Четыре раза на предшествующей неделе она в отсутствие Лоуренса слышала стук машинки и голоса.
Тогда она сказала Лоуренсу:
– Повидаю отца Джерома. Если он посоветует частную лечебницу – пусть будет лечебница. Если отправит к твоей бабушке – к ней и поеду. В частную клинику я могу лечь и позже.
Но спросить совета у отца Джерома она забыла, и теперь чувствовала, что это уже не важно.
– Я отправлюсь в Суссекс, – сказала она.
– Вот как, правда? Тебе посоветовал святой папаша?
– Нет. Я забыла у него спросить. Он посоветовал лучше есть и больше спать.
Лоуренс знал, что и в благополучные времена у Каролины были проблемы с едой и сном. Он рассмеялся, но Каролина его не поддержала и сказала:
– Мне стало лучше. По-моему, худшее уже позади. Я начинаю кое-что понимать.
Ему было не привыкать к скоропалительным выздоровлениям Каролины – но только от физических недугов. За прошедшие годы грудные болезни, которым она была подвержена – бронхит, плеврит, пневмония, – не раз укладывали ее в постель у него на глазах. Пару раз она несколько дней пролежала с высокой температурой, горя от жара. Затем всего за одну ночь, или за один послеполуденный час, или за одно утро, когда она поздно просыпалась после ночной лихорадки, вдруг наступала перемена состояния, мгновенное восстановление сил, и Каролина заявляла: «Мне стало лучше. Я чувствую себя совсем хорошо». Она садилась и говорила. Температура у нее падала до нормальной. Походило на то, будто она принимала решение, будто ее тело в эти минуты только и ждало от нее слова, сама же она покорно ожидала тайного разрешения изнутри, которое наконец позволило бы ей произнести: «Мне лучше. Я чувствую себя хорошо». После таких ускоренных выздоровлений Каролина пребывала в подавленном настроении и требовала к себе положенного больному внимания, которое мало ее заботило, когда болезнь принимала угрожающий характер. В эти дни она часто повторяла: «Пока что я не чувствую себя лучше. Я все еще слаба». Но в ее словах не было уверенности. В конце концов все это превратилось в шутку, когда спустя месяцы после выздоровления Лоуренс говорил: «Ты все еще больна. Тебе не становится лучше». Она, со своей стороны, подыгрывала ему, заявляя: «Сегодня, милый, ты готовишь завтрак. Я еще больна, и мне очень нехорошо».

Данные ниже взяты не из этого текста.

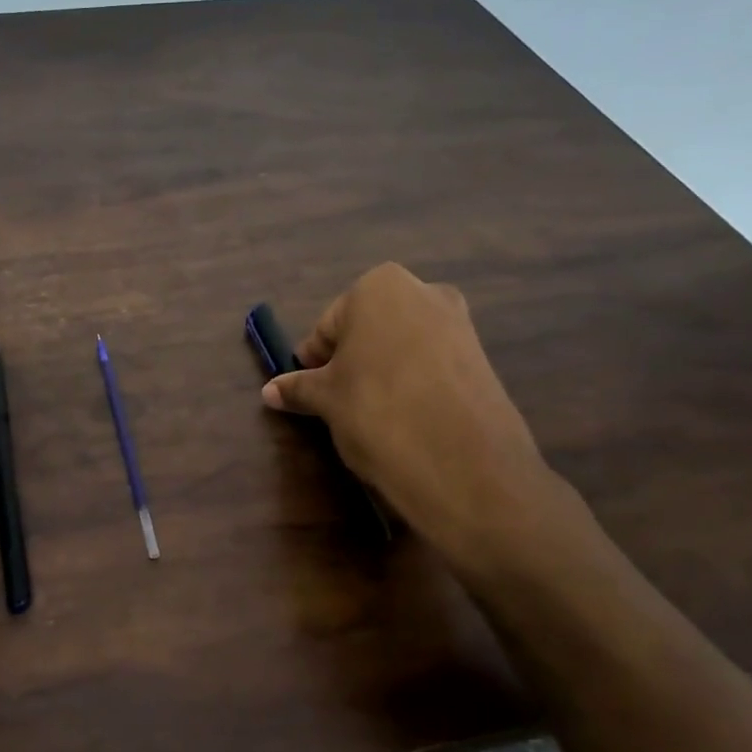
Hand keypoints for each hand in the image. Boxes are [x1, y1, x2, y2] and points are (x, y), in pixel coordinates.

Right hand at [262, 263, 568, 578]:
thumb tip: (269, 391)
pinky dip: (415, 384)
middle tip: (341, 402)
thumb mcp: (327, 400)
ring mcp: (459, 323)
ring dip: (383, 372)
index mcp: (378, 287)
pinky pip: (432, 364)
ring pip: (402, 346)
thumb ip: (298, 388)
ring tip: (375, 414)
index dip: (315, 362)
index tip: (311, 392)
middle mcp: (423, 292)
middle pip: (368, 330)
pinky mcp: (482, 357)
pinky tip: (409, 418)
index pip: (328, 326)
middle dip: (352, 361)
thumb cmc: (377, 411)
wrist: (464, 464)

Все это пришло Лоуренсу в голову, когда Каролина по возвращении из обители сказала ему: «Мне стало лучше… Я начинаю кое-что понимать». Он узнал этот знак – за последние шесть лет он самолично выхаживал Каролину, когда та болела. То были в основном времена бедности – еще до того, как его родители смирились с их внебрачной связью, как он получил работу на Би-би-си, как Каролина приобрела имя в литературе.

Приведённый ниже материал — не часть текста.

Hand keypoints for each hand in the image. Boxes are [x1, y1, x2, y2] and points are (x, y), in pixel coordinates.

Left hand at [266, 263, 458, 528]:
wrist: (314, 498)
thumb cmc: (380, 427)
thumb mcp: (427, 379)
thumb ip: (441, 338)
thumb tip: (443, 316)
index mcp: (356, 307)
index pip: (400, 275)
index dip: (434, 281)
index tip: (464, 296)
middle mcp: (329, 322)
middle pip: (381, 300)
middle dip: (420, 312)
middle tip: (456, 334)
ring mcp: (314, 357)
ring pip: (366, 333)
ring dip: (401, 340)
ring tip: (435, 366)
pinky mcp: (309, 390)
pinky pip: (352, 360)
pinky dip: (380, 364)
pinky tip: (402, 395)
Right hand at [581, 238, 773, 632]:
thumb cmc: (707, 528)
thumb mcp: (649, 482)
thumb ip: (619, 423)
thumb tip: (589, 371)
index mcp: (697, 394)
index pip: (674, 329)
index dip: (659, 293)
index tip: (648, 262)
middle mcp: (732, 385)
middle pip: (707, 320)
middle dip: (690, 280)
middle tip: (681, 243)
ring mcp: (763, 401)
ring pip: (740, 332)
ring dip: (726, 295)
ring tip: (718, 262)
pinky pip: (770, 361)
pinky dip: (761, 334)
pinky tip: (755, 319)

Каролина знала, о чем он думает. Он не ожидал, что она столь внезапно излечится от болезни такого рода. Последние полгода он следил за ее развитием.

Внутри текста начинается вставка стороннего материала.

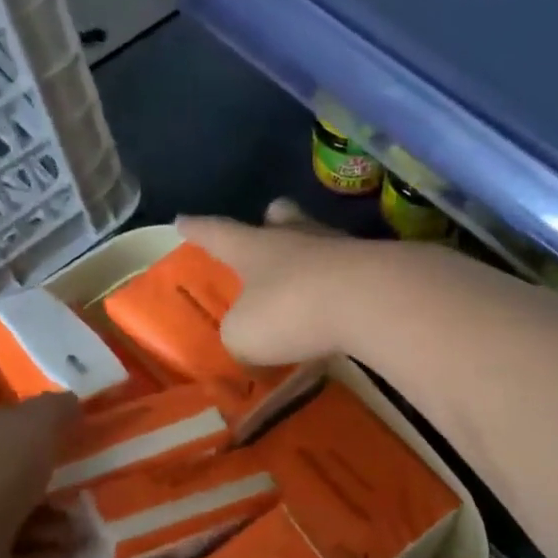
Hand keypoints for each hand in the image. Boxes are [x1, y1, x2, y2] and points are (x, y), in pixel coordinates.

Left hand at [0, 395, 78, 557]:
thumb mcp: (32, 425)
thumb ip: (54, 411)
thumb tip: (69, 404)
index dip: (36, 432)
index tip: (72, 445)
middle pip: (8, 477)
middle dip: (50, 486)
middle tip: (82, 494)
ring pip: (14, 521)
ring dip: (51, 526)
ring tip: (75, 534)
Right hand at [177, 199, 367, 365]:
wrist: (371, 300)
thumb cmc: (291, 310)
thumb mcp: (245, 334)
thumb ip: (239, 334)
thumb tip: (247, 338)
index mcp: (254, 247)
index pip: (217, 232)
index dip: (197, 229)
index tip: (181, 220)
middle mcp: (296, 238)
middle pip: (281, 219)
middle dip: (270, 222)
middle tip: (267, 225)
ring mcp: (340, 248)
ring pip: (319, 241)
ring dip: (310, 256)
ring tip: (307, 277)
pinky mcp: (376, 268)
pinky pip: (349, 272)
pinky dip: (340, 286)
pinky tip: (341, 306)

Теперь же он думал: «Итак, ей стало лучше. Она кое-что понимает. Но так ли это? Неужели она права? С меланхолией покончено. С паническим страхом перед незнакомцами тоже покончено. Никакой тревоги, никаких голосов? Формальное выздоровление, период “болезненной слабости” – и перед нами прежняя Каролина. Разве такое возможно?»